Here are some different strategies that you can use to mitigate the effects of these high interest rates, so that you will be able to pay off your credit card debt once and for all.
Debt consolidation on a credit card is one of the most common ways to start paying off your credit card debt in a more organized and convenient way. Unlike reward credit cards that are designed to give you points when you spend money, balance transfer credit cards offer a promotional period (usually less than a year), during which they charge you a reduced interest rate on the balances you transfer from other credit cards. For example, they will charge you 0% on balance transfers for the first 12 months.
There are, however, some things to know when you make a balance transfer. First, you must plan ahead to make sure that you will be able to repay your transferred debt before the end of the promotional period. If you are still in debt and the promotion period ends, then you are going to be back paying a high interest rate on what you have transferred, only it’s going to be on a new credit card. Secondly, you usually have to pay a fee for the amount transferred. These fees are typically calculated as a percentage of the total amount transferred. So, if you plan to move your debt to a card, it is best to do it in as few transactions as possible to avoid paying multiple transaction fees. Finally, even if the promotional period offering a reduced interest rate can last from six to 12 months, the real window of time to transfer your debt is usually 90 days. The promotional period of no matter how many months begins when you make the transfer.
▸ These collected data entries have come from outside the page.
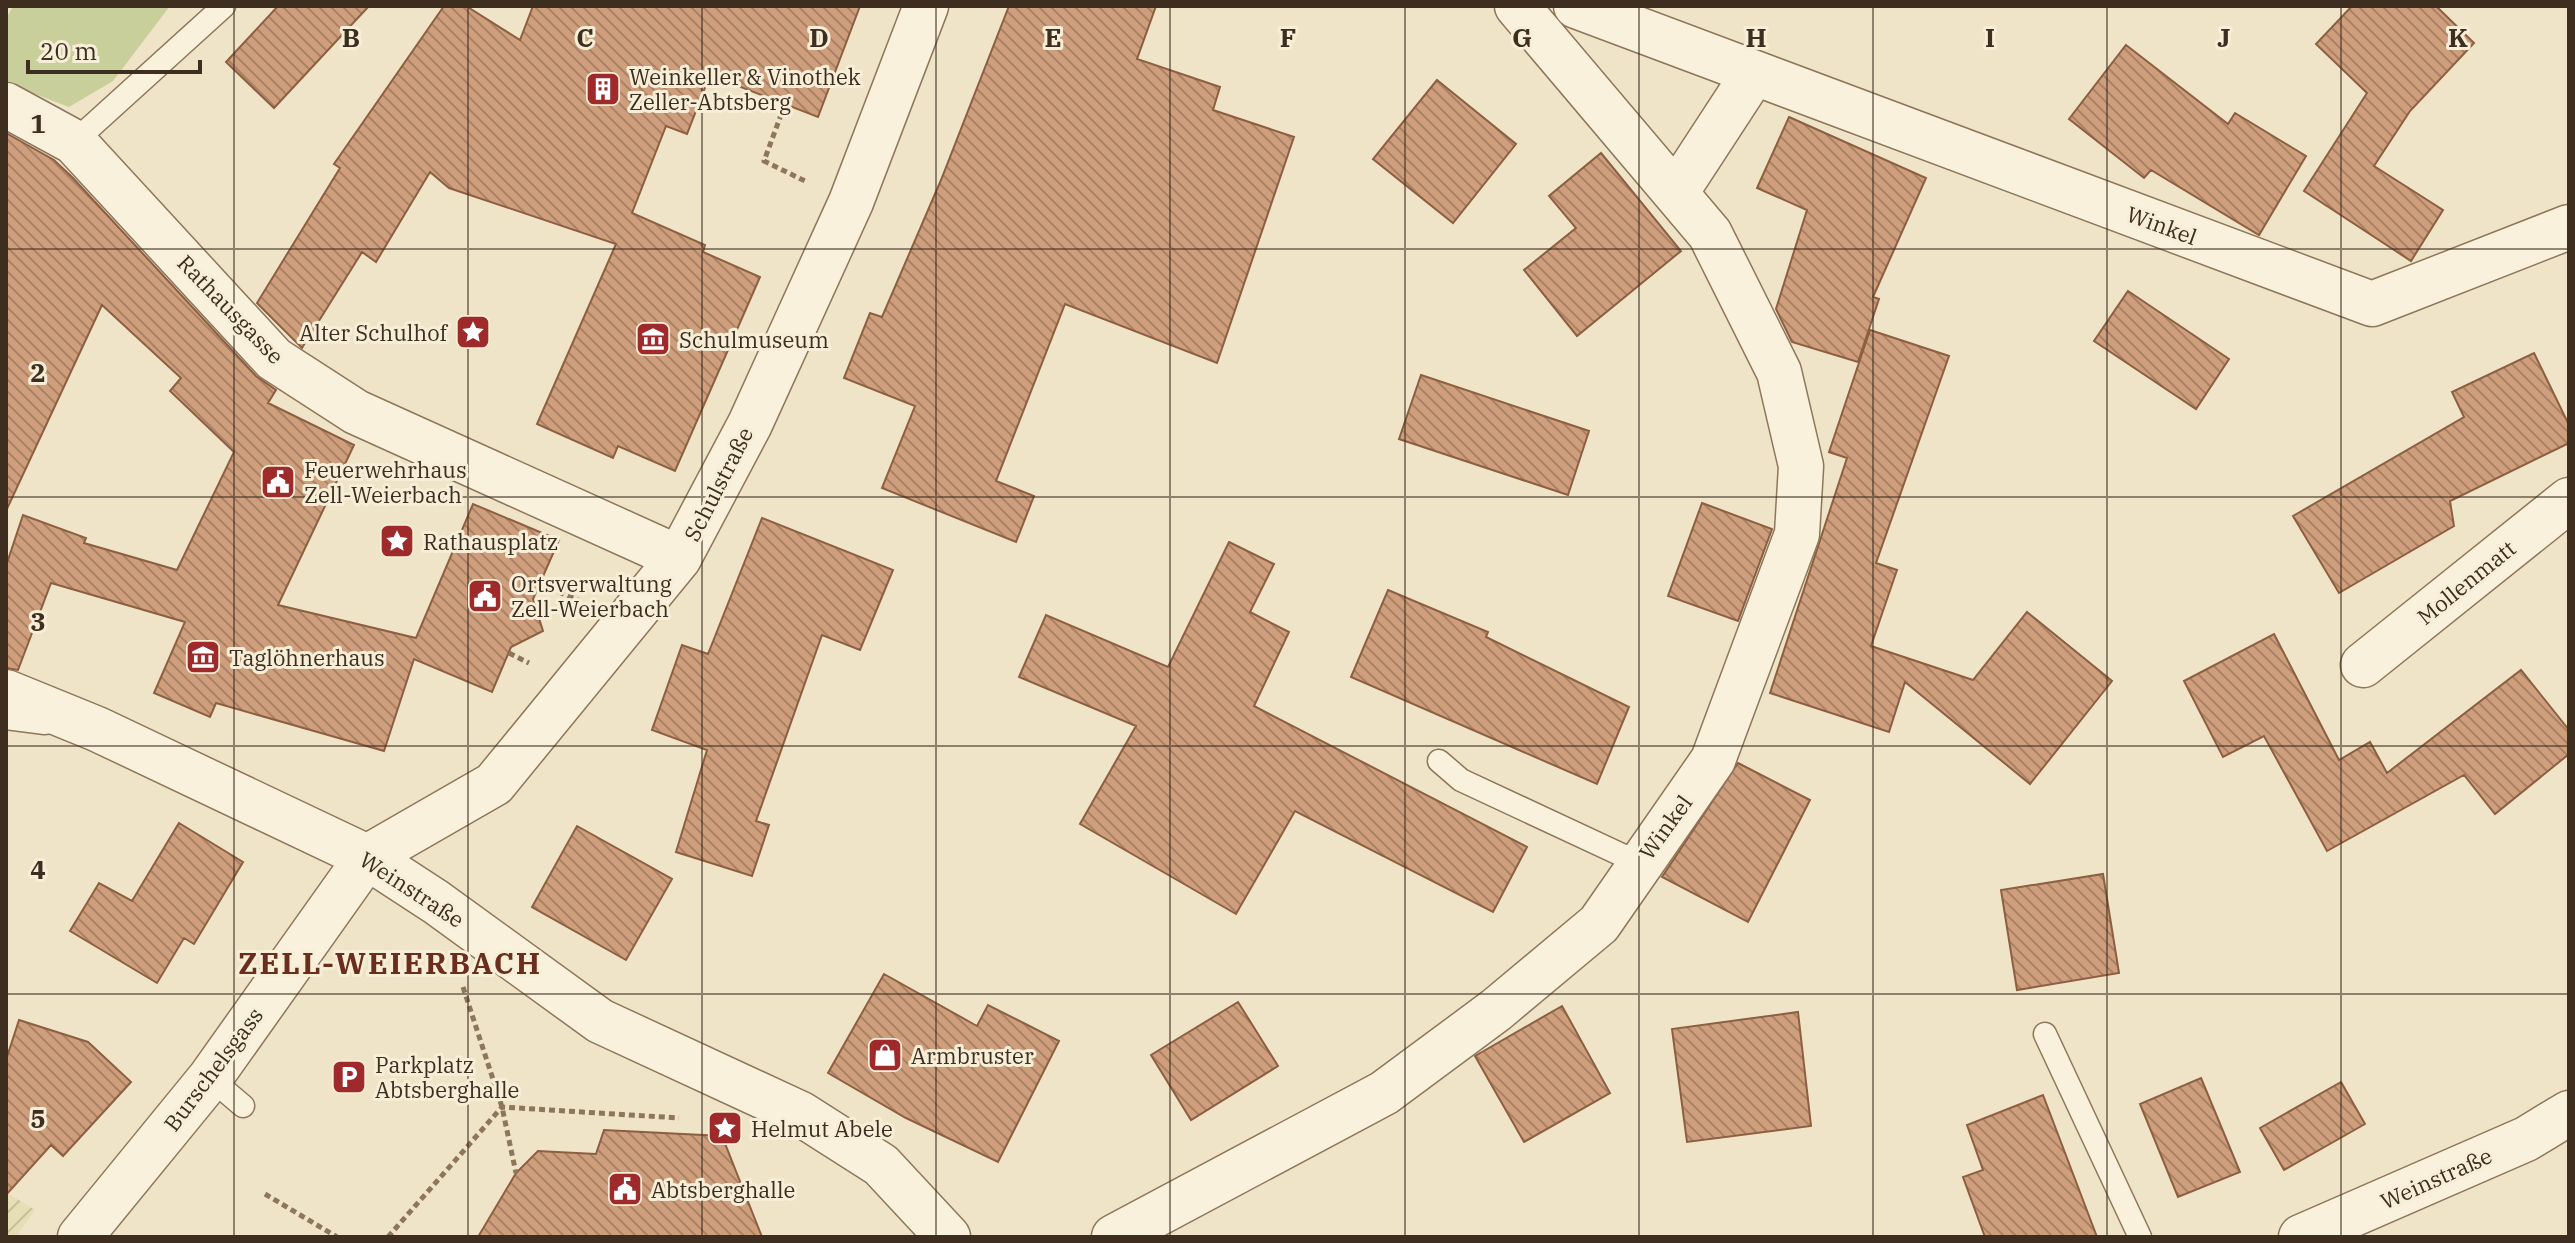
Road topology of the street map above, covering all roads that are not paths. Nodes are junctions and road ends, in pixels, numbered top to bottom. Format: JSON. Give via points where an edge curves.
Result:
{"nodes":[{"id":1,"x":224,"y":6,"type":"edge"},
{"id":2,"x":926,"y":6,"type":"edge"},
{"id":3,"x":1517,"y":6,"type":"edge"},
{"id":4,"x":1576,"y":6,"type":"edge"},
{"id":5,"x":1754,"y":73,"type":"junction"},
{"id":6,"x":6,"y":105,"type":"edge"},
{"id":7,"x":74,"y":142,"type":"junction"},
{"id":8,"x":1677,"y":191,"type":"junction"},
{"id":9,"x":2569,"y":227,"type":"edge"},
{"id":10,"x":2569,"y":500,"type":"edge"},
{"id":11,"x":679,"y":558,"type":"junction"},
{"id":12,"x":2363,"y":665,"type":"dead end"},
{"id":13,"x":6,"y":692,"type":"edge"},
{"id":14,"x":6,"y":718,"type":"edge"},
{"id":15,"x":97,"y":729,"type":"junction"},
{"id":16,"x":1439,"y":761,"type":"dead end"},
{"id":17,"x":367,"y":857,"type":"junction"},
{"id":18,"x":1639,"y":863,"type":"junction"},
{"id":19,"x":2045,"y":1034,"type":"dead end"},
{"id":20,"x":210,"y":1078,"type":"junction"},
{"id":21,"x":243,"y":1106,"type":"dead end"},
{"id":22,"x":2569,"y":1113,"type":"edge"},
{"id":23,"x":80,"y":1237,"type":"edge"},
{"id":24,"x":948,"y":1237,"type":"edge"},
{"id":25,"x":1114,"y":1237,"type":"edge"},
{"id":26,"x":2140,"y":1237,"type":"edge"},
{"id":27,"x":2301,"y":1237,"type":"edge"}],
"edges":[{"from":1,"to":7,"type":"lane"},
{"from":2,"to":11,"type":"street","name":"Schulstraße","via":[[851,202],[750,424]]},
{"from":3,"to":8,"type":"street","name":"Winkel"},
{"from":4,"to":5,"type":"street","name":"Winkel"},
{"from":5,"to":8,"type":"street"},
{"from":5,"to":9,"type":"street","name":"Winkel","via":[[2372,304]]},
{"from":6,"to":7,"type":"street","name":"Rathausgasse"},
{"from":7,"to":11,"type":"street","name":"Rathausgasse","via":[[274,359],[312,386],[356,412]]},
{"from":8,"to":18,"type":"street","name":"Winkel","via":[[1710,234],[1779,372],[1801,466],[1797,534],[1713,760]]},
{"from":10,"to":12,"type":"street","name":"Mollenmatt"},
{"from":11,"to":17,"type":"street","name":"Schulstraße","via":[[494,784]]},
{"from":13,"to":15,"type":"street","name":"Weinstraße"},
{"from":14,"to":15,"type":"lane"},
{"from":15,"to":17,"type":"street","name":"Weinstraße"},
{"from":16,"to":18,"type":"lane","via":[[1461,780]]},
{"from":17,"to":20,"type":"street","name":"Burschelsgass"},
{"from":17,"to":24,"type":"street","name":"Weinstraße","via":[[600,1021],[801,1114],[881,1165]]},
{"from":18,"to":25,"type":"street","name":"Winkel","via":[[1599,924],[1384,1093]]},
{"from":19,"to":26,"type":"lane"},
{"from":20,"to":21,"type":"lane"},
{"from":20,"to":23,"type":"street","name":"Burschelsgass"},
{"from":22,"to":27,"type":"street","name":"Weinstraße","via":[[2526,1139]]}]}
Here are some popular low interest rate and balance transfer credit cards that can help you repay your debt faster:
Line of credit or personal loan
Although the previous board has spoken of “debt consolidation,” it only targets the consolidation of all your debts on a credit card that offers a lower interest rate. However, there are other ways to consolidate or “pool” your debts in one place so they are easier to manage.
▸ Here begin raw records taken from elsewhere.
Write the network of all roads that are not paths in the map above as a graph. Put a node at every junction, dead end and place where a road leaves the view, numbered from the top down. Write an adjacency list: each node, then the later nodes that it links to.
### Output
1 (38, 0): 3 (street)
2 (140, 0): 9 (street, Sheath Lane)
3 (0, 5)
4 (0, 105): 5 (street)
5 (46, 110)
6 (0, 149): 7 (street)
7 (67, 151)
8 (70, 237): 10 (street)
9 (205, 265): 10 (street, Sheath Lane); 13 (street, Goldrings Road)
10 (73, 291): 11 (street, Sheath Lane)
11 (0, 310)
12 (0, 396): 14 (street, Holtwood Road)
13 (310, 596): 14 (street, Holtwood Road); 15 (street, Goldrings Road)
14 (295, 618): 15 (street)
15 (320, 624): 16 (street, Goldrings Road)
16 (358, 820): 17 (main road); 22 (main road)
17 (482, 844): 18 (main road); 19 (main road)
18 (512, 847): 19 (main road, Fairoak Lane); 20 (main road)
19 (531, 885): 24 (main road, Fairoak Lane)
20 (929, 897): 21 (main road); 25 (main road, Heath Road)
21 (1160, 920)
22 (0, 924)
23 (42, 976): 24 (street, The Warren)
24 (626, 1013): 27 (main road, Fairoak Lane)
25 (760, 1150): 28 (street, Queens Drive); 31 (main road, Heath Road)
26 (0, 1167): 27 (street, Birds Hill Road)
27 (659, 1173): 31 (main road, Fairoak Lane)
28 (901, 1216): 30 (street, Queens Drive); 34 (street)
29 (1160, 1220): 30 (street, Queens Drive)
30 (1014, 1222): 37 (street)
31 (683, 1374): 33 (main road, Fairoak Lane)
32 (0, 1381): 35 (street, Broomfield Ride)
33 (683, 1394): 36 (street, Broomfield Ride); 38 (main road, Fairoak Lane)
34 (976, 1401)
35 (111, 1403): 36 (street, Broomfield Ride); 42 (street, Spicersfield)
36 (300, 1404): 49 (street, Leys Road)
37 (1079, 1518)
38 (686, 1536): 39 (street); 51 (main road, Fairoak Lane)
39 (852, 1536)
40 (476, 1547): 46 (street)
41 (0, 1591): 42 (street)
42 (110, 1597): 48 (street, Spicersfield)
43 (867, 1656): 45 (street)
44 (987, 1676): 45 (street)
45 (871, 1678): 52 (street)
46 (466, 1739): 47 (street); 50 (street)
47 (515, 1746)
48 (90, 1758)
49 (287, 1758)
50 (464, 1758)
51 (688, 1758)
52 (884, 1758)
Another way to consolidate debt is to get a line of credit from the bank. In the same way that a credit card has a limit that you can not exceed, but that becomes reusable when paid, a line of credit offers you the same luxury. Apply once, then borrow money up to your credit limit and pay interest only on the amount you use. Personal lines of credit often offer you lower interest rates than credit cards, so they are a very viable option for those who are burdened by debt.
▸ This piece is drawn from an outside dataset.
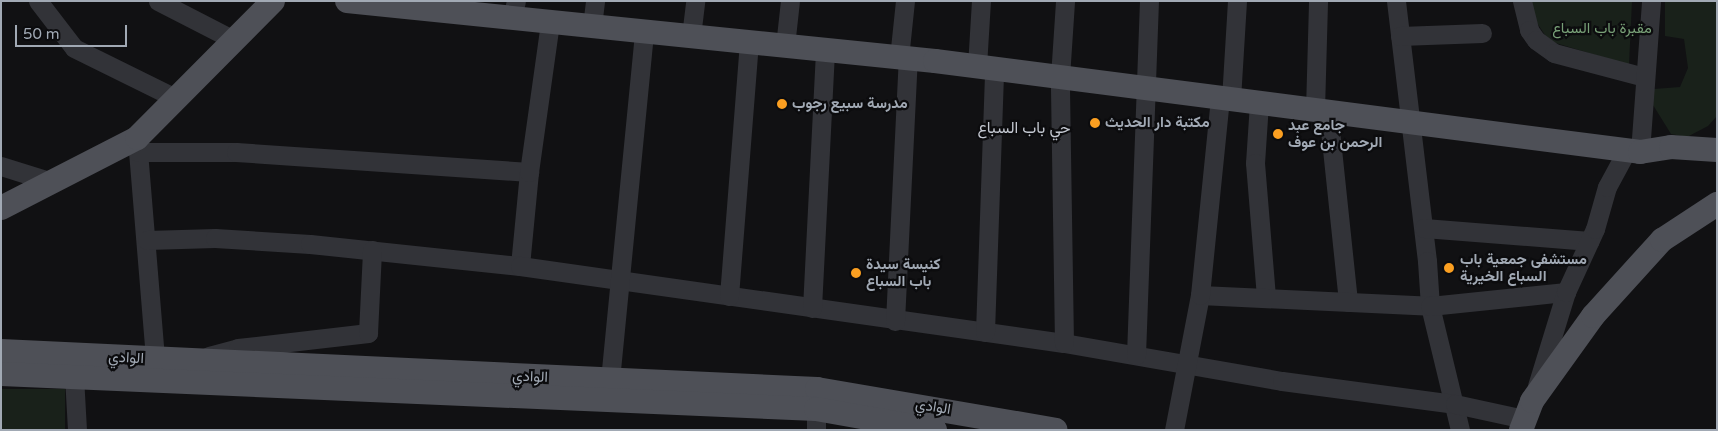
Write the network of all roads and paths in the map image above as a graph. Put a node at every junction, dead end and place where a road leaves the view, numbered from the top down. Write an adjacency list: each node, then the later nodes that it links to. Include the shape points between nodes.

The bank also offers personal loans. These differ from a personal line of credit because your regular payments are a combination of the principal amount of loans and interest charges. Another big difference is that the money is not “reusable” as it is with a line of credit. Once you spend it, he is gone. Depending on your borrowing needs, one of these options can be a great alternative to pay the high interest charges that come with a credit card.
Loans between individuals
Although a bank’s personal loans are a great option for those who can get them, financial institutions tend to be risk averse and can not accept everyone who comes to ask for one. If this is your situation, then borrowing via a loan platform between individuals may be the way to go. These are online loan platforms designed to connect borrowers with lenders. What makes it so popular is the fact that lenders set their preferential interest rates so that both parties are satisfied. Even though financial institutions have their personal interests invested, their interest rates offered are unlikely to be the most affordable option available to the borrower. Loan platforms such as “Grow” primarily serve as an intermediary, providing a forum for lenders and borrowers to meet. This makes interest rates available much more attractive.